Even though I did not know it at the time I was setting the scene for future in teaching. Because my injury lasted a long time I had to seek employment in other avenues. The obvious one for me was to teach massage, I had been seeing amazing results in my clinics with the use of lymphatic drainage and had been keeping case studies along the way so that I could understand the effects and efficacy of this unique technique. At the same time, I felt like I would be able to write a course that would make it fun to learn and share with other MT’s. Eventually, I went to my old school and approached the program coordinator about some sessional work. He took me completely by surprise when he said to me, “I’m so glad you asked, I was wondering what was taking you so long” Those few words left an indelible impression on me, if he knew I could do it, and indeed had expected me to ask, what was I waiting for? Those first few classes were nerve-wracking – like all new things that you go out of your comfort zone to try. It wasn’t because I was scared I couldn’t do it, I knew that I could, but I wanted to make sure it was a great experience for my students as well. That weight of wanting to do my best actually motivated me to really make those classes a special experience for everyone present- me included.

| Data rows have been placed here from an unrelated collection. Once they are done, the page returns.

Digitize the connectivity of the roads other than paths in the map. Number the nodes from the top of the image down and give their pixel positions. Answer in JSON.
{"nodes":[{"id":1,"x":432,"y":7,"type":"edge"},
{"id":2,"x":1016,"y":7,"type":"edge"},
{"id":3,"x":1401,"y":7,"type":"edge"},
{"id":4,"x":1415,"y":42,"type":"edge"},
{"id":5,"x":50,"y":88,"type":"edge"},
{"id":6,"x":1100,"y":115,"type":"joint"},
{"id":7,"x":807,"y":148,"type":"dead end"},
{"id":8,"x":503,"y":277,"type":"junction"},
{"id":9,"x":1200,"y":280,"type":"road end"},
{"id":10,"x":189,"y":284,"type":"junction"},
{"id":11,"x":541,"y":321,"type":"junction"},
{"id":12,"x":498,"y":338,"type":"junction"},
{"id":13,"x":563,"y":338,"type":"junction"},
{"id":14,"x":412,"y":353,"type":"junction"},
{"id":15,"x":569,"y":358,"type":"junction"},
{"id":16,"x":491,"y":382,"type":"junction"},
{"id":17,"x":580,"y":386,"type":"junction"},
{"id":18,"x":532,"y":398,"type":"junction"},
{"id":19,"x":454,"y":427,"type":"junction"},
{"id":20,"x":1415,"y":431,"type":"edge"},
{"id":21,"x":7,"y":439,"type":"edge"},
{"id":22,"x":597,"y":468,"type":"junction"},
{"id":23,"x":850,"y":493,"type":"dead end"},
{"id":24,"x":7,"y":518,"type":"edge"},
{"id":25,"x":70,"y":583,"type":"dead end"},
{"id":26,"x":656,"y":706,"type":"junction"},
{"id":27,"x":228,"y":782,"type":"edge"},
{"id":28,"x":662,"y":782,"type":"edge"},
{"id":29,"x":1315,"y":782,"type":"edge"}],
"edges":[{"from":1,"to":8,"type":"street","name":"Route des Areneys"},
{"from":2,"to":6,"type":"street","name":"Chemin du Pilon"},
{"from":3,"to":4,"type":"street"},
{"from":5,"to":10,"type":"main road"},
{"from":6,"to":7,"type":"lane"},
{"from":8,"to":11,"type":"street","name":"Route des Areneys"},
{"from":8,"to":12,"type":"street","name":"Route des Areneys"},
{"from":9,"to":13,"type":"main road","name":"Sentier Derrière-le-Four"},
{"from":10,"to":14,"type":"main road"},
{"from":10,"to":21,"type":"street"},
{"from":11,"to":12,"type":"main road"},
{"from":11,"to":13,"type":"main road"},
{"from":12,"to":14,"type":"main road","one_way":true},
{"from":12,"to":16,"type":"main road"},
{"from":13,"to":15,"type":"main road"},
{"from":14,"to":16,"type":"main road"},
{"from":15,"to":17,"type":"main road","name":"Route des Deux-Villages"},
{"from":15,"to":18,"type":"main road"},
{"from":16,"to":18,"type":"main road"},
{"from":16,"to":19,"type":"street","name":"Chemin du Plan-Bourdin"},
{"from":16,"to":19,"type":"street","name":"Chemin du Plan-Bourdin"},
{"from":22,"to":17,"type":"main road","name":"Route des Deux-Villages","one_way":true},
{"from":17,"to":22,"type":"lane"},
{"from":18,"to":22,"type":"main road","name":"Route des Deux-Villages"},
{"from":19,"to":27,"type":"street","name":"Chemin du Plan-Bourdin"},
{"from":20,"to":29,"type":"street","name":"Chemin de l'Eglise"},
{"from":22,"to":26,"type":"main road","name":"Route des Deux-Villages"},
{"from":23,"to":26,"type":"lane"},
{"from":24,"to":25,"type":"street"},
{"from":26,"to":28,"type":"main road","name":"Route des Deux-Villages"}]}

Many years have passed since those first forays into the unknown.
Many subjects and countless classes and students have come into my care for brief periods to improve their skill sets and push themselves beyond their limits in the hope of discovering what they are really capable of. At times it has been exhausting, and yet always rewarding. It has always felt like I found the right path for this stage of my life, the thing that means that even though I go to work I don’t really think about it as a job – more of a thing that I do that I get paid for that makes me happy and that usually makes those students in my classes happy as well.
I guess over the years I have always wanted a way to sum this concept up and then a few years ago I came across a Japanese term that summed it up perfectly – Ikigai.

The Ikigai

Roughly translated it means finding your purpose in life. It is made up of the intersecting of four important elements:

  1. Doing something you are good at,
  2. Doing something that financially rewards you,
  3. Doing something that the world needs more of,
  4. Doing something that brings you joy.

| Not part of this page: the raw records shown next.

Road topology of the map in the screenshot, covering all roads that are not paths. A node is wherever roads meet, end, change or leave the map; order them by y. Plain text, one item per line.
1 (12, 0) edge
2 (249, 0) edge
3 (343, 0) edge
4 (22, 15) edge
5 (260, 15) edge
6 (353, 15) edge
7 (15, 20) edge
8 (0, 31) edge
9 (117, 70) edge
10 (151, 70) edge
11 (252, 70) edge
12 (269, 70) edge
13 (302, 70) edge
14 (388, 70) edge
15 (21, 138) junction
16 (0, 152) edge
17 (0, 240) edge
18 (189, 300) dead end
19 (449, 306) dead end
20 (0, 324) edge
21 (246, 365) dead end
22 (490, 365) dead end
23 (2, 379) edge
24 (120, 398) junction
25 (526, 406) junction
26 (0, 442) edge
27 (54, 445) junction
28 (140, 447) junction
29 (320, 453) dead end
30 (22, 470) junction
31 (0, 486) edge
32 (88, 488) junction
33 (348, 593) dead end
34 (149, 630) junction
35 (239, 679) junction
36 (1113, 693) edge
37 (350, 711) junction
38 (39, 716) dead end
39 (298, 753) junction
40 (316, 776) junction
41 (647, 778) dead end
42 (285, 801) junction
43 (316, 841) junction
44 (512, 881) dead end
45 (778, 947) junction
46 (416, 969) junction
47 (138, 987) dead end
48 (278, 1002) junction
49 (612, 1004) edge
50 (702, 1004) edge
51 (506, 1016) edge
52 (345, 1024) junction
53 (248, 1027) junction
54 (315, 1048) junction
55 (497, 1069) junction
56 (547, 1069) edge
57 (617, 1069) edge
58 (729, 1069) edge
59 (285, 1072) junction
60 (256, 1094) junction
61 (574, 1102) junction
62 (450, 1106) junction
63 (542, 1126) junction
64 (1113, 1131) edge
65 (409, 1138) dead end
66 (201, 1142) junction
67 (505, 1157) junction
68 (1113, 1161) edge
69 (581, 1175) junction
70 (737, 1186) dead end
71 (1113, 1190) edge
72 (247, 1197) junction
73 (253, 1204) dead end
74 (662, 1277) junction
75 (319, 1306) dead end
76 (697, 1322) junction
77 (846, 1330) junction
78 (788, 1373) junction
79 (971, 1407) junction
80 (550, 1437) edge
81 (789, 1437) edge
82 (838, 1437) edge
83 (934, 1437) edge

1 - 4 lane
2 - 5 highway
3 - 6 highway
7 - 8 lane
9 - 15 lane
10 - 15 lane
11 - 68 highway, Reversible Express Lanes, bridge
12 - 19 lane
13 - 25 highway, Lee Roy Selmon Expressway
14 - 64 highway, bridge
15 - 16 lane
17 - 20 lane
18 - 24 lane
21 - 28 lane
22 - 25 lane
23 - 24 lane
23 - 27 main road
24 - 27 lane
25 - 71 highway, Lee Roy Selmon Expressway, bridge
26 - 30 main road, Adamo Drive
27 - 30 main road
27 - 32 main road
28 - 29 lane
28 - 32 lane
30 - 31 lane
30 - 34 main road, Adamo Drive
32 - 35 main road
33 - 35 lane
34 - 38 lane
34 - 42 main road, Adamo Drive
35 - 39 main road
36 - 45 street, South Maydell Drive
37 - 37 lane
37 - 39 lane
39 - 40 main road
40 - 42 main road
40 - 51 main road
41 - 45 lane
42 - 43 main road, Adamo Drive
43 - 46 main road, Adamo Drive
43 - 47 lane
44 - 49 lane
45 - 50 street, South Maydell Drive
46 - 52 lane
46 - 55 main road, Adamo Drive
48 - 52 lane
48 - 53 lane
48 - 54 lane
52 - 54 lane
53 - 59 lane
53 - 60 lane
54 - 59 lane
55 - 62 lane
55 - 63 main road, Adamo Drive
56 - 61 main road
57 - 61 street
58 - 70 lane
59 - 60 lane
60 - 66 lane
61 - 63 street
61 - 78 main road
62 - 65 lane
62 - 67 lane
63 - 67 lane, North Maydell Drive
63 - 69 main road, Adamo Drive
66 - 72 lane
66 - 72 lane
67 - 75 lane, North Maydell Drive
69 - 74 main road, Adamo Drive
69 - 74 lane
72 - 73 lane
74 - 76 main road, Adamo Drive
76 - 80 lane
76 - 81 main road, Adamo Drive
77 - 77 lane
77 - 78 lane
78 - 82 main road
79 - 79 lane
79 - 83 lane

I was stunned when I read that definition. I had been looking for a way to define what it was that I loved about teaching and here it was neatly summarised for me. Who is to say this will be the only one for me but right now at this moment I feel so satisfied that I can really say I found that one thing that pulls all of those elements of the definition together. It has not always an easy journey to this destination was and sometimes I felt so down and lost that it would have been easier to just get any job and feel comfortable. But at the end of the day despite the trials, the uncertainty, the physical pain, the financial worry, and the occasional emotional turmoil I am so glad I followed my heart and walked down the road less traveled. It is the most rewarding feeling I have ever known and so I continue along in the hopes that as I age and change it will also change and morph with me continuing to fulfill all those aspects of the definition that make it such a complete experience.

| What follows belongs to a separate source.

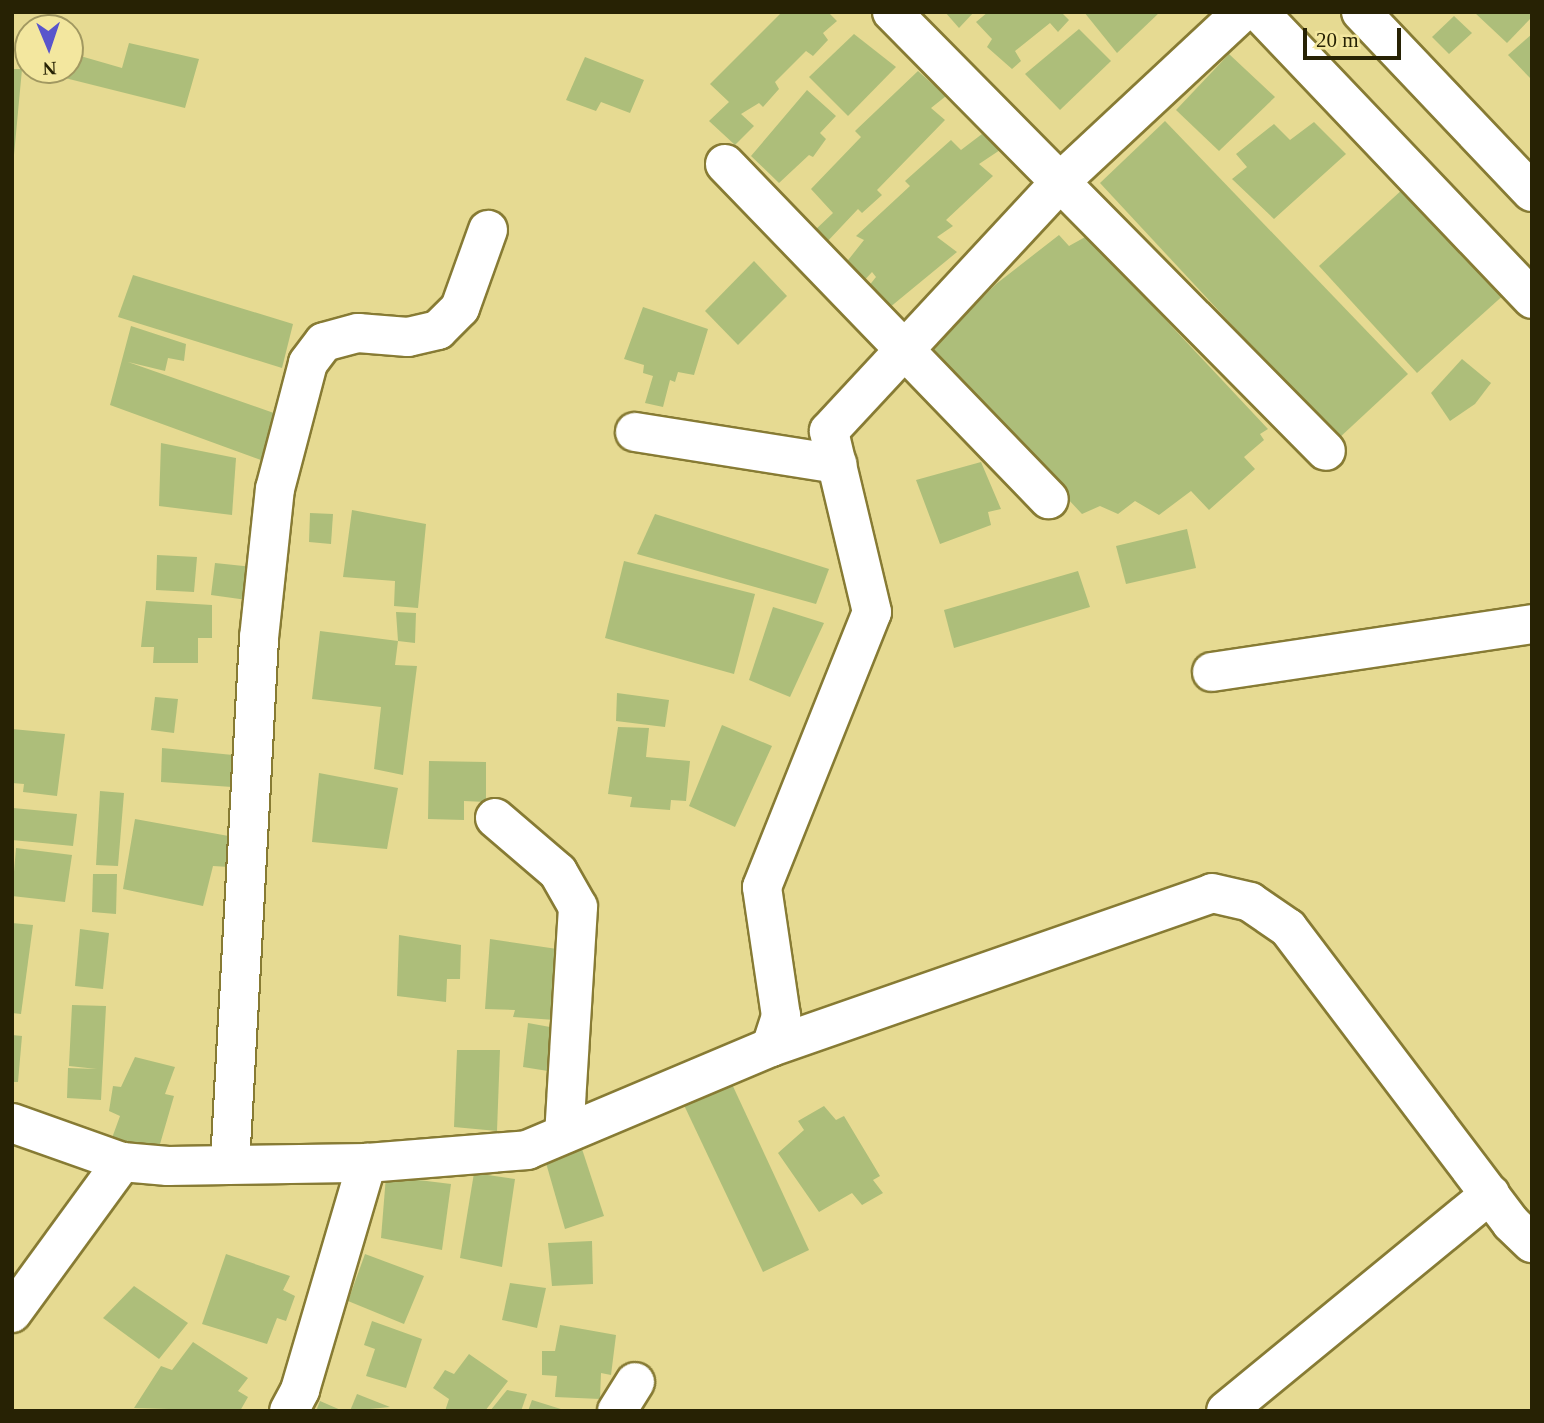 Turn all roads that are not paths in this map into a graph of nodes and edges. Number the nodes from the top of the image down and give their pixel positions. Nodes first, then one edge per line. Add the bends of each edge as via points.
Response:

The truth is the only person who can walk that path is you and the reality is that everyone’s Ikigai is different. The challenge is to find it – are you going to choose comfort and complacency or are you going to boldly move forward on your journey seeking that which makes you smile knowing that you aren’t just going to work but you are going to your purpose? Maybe it is time to find your personal roadmap and get started, step by step to discovering what your true potential really is?

Seek your Ikigai people – it is yours for the taking if you are brave enough to seek it.